▶ AIM OF THE TASK: From the records, return each line that has the word "icon" in it.

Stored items
>>>

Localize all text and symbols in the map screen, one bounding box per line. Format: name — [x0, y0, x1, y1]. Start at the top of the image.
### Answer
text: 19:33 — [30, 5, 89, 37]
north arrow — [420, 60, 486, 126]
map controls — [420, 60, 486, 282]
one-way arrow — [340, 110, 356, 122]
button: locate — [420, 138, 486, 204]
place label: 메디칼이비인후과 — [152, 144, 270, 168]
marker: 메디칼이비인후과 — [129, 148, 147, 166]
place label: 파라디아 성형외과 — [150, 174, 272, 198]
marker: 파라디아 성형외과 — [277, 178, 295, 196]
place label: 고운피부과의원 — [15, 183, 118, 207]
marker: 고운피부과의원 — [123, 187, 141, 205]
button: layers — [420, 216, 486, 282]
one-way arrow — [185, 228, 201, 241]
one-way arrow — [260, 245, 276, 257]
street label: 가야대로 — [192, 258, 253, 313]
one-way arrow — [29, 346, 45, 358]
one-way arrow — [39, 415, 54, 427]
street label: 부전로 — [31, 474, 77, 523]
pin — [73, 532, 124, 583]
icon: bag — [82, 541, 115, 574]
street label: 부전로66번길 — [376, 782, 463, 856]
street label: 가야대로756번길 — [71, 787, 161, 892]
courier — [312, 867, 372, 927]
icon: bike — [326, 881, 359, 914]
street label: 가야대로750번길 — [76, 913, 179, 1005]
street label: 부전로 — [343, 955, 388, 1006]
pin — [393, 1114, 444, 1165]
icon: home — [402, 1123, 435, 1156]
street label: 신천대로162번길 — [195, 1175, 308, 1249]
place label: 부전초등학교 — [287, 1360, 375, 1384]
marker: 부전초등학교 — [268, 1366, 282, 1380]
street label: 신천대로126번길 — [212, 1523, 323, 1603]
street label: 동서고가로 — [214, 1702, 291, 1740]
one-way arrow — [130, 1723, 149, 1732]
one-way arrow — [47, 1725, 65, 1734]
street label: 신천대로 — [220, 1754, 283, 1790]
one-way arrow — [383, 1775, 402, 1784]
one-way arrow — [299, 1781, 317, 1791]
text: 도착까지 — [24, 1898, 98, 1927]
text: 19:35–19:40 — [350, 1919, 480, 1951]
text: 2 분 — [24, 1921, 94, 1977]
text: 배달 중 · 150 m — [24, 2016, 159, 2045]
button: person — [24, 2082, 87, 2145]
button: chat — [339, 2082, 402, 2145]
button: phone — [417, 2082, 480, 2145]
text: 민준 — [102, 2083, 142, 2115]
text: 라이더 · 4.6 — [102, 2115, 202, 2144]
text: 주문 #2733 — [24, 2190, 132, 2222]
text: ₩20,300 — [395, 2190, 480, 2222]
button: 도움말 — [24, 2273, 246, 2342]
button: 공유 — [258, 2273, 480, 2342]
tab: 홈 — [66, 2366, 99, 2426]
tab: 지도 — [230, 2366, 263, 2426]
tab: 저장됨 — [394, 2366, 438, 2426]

<<<

▶ RESPONSE TO THE EXERCISE:
icon: bag — [82, 541, 115, 574]
icon: bike — [326, 881, 359, 914]
icon: home — [402, 1123, 435, 1156]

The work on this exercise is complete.